(Supplied entries)
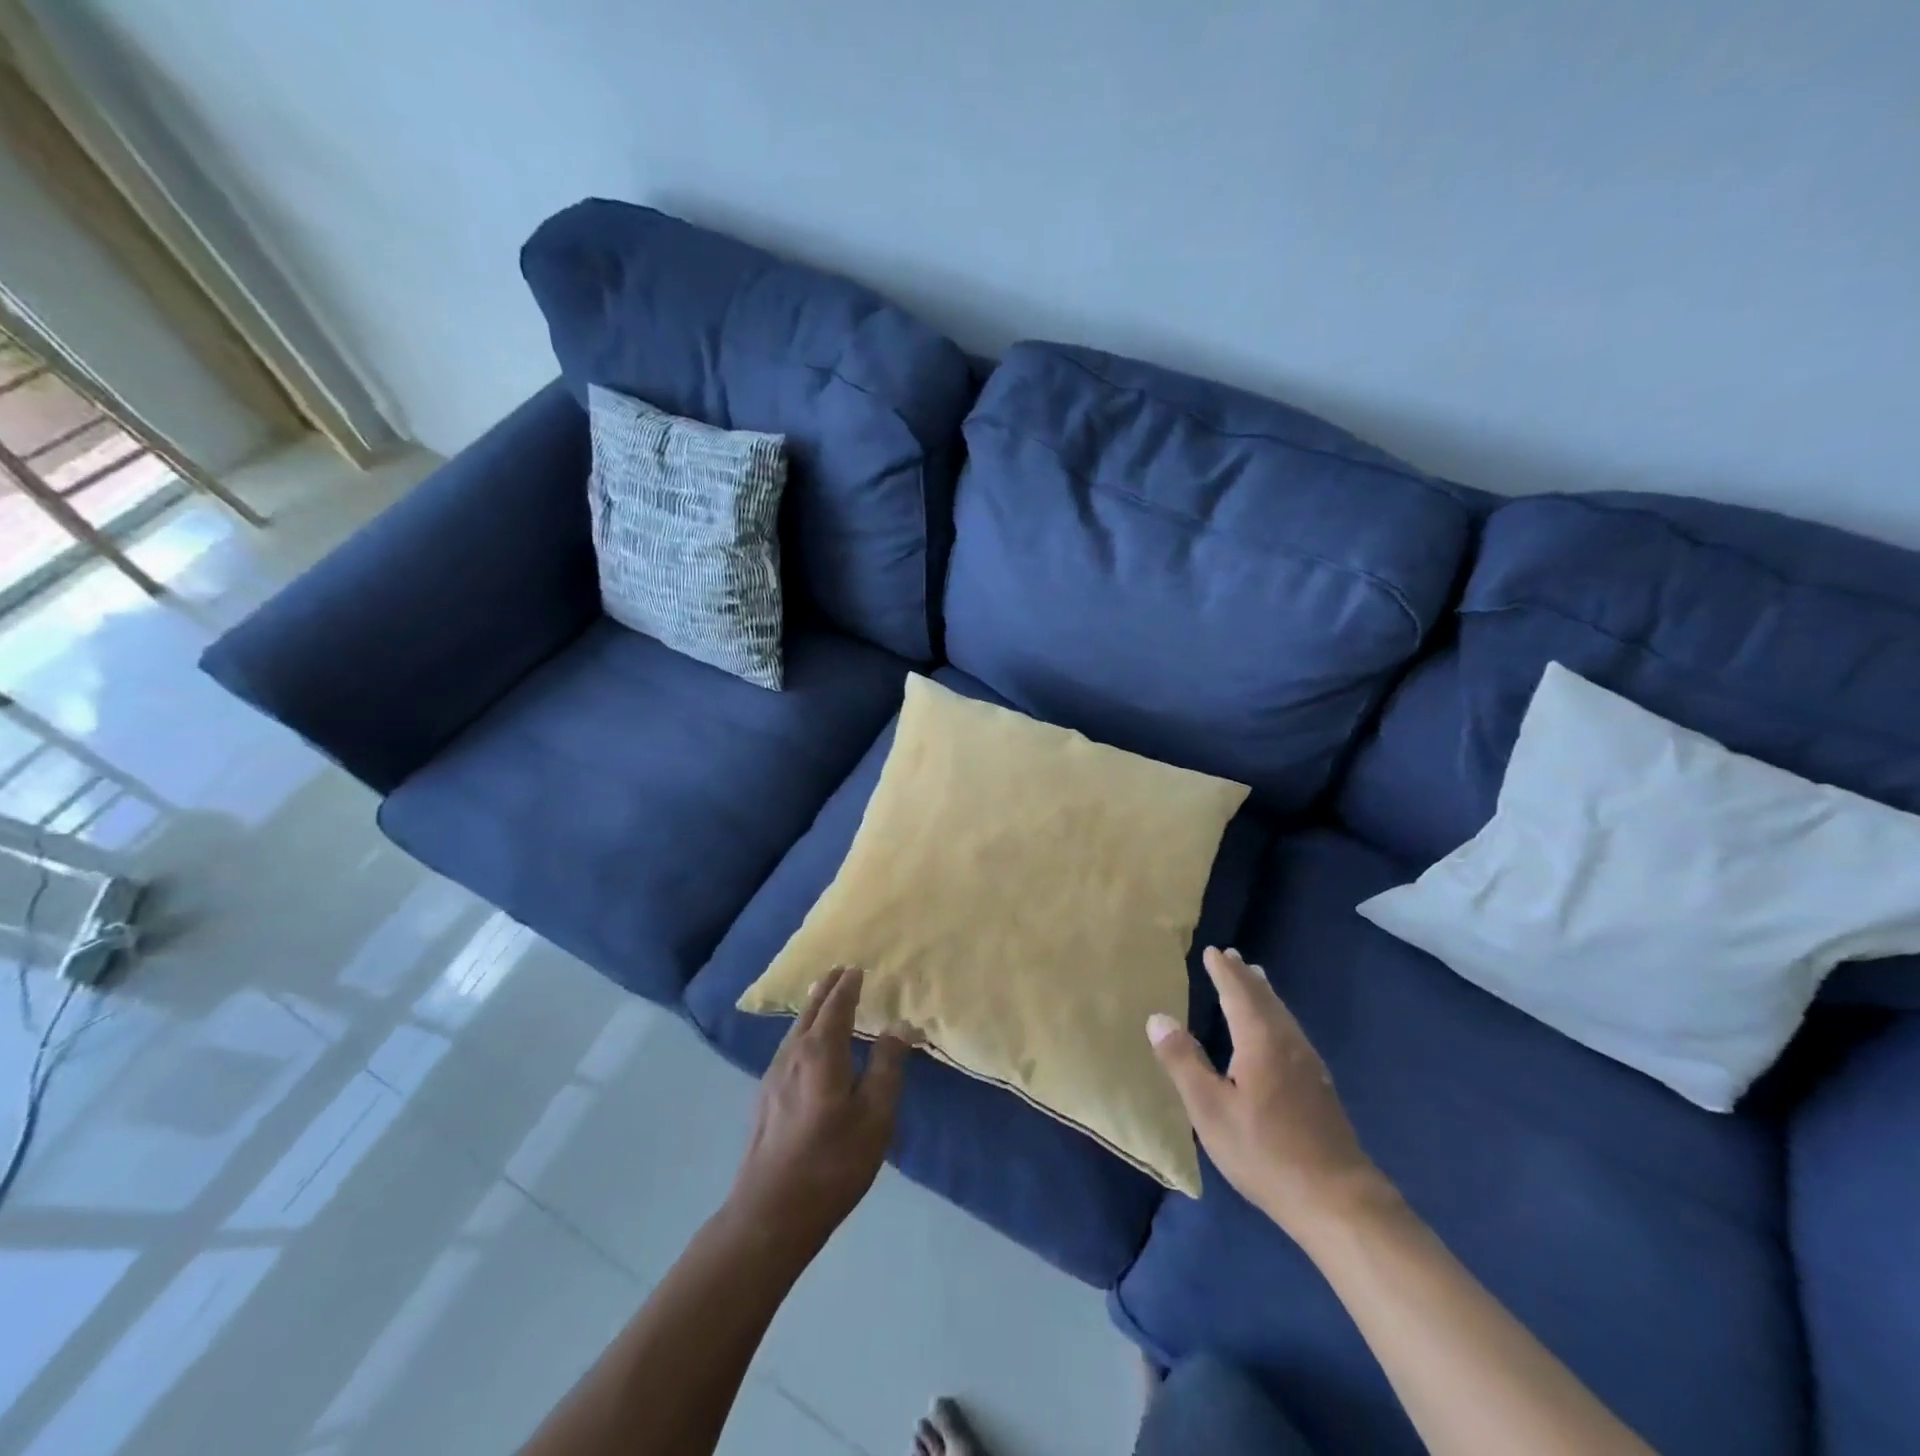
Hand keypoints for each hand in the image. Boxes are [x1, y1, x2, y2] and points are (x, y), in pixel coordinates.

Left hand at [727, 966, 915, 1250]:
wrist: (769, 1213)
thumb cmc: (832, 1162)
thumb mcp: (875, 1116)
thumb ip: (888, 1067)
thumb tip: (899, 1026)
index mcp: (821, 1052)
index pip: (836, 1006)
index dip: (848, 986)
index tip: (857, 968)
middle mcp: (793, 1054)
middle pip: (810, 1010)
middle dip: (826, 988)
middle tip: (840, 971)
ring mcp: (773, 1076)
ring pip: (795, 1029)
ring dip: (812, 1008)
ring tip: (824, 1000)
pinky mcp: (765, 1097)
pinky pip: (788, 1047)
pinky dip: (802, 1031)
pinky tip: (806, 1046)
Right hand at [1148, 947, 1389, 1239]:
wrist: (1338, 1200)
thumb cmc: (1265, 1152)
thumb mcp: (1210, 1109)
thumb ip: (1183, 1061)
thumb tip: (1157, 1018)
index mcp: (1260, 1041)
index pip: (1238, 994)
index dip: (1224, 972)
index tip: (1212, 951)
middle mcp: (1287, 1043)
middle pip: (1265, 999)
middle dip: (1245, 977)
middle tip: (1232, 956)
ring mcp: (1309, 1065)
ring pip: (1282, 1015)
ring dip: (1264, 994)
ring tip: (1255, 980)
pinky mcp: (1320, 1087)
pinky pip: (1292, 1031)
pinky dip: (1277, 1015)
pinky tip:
(End Supplied entries)
* **What to work on**: Copy, word for word, the line that contains "ring pip: (795, 1029)" and every line after it through the end of the records, and nothing else.

* **Answer**:
ring pip: (795, 1029)
ring dip: (812, 1008)
ring tip: (824, 1000)
pinky mcp: (765, 1097)
pinky pip: (788, 1047)
pinky dip: (802, 1031)
pinky tip: (806, 1046)
Right hand at [1148, 947, 1389, 1239]:
wrist: (1338, 1200)
thumb cmc: (1265, 1152)
thumb mcp: (1210, 1109)
thumb ip: (1183, 1061)
thumb tip: (1157, 1018)
index mcp: (1260, 1041)
index pip: (1238, 994)
index dip: (1224, 972)
index tip: (1212, 951)
middle mcp: (1287, 1043)
middle pip: (1265, 999)
middle dip: (1245, 977)
middle tip: (1232, 956)
ring mcp: (1309, 1065)
ring pip: (1282, 1015)
ring dip: (1264, 994)
ring tip: (1255, 980)
pinky mcp: (1320, 1087)
pinky pip: (1292, 1031)
pinky dip: (1277, 1015)
pinky tip:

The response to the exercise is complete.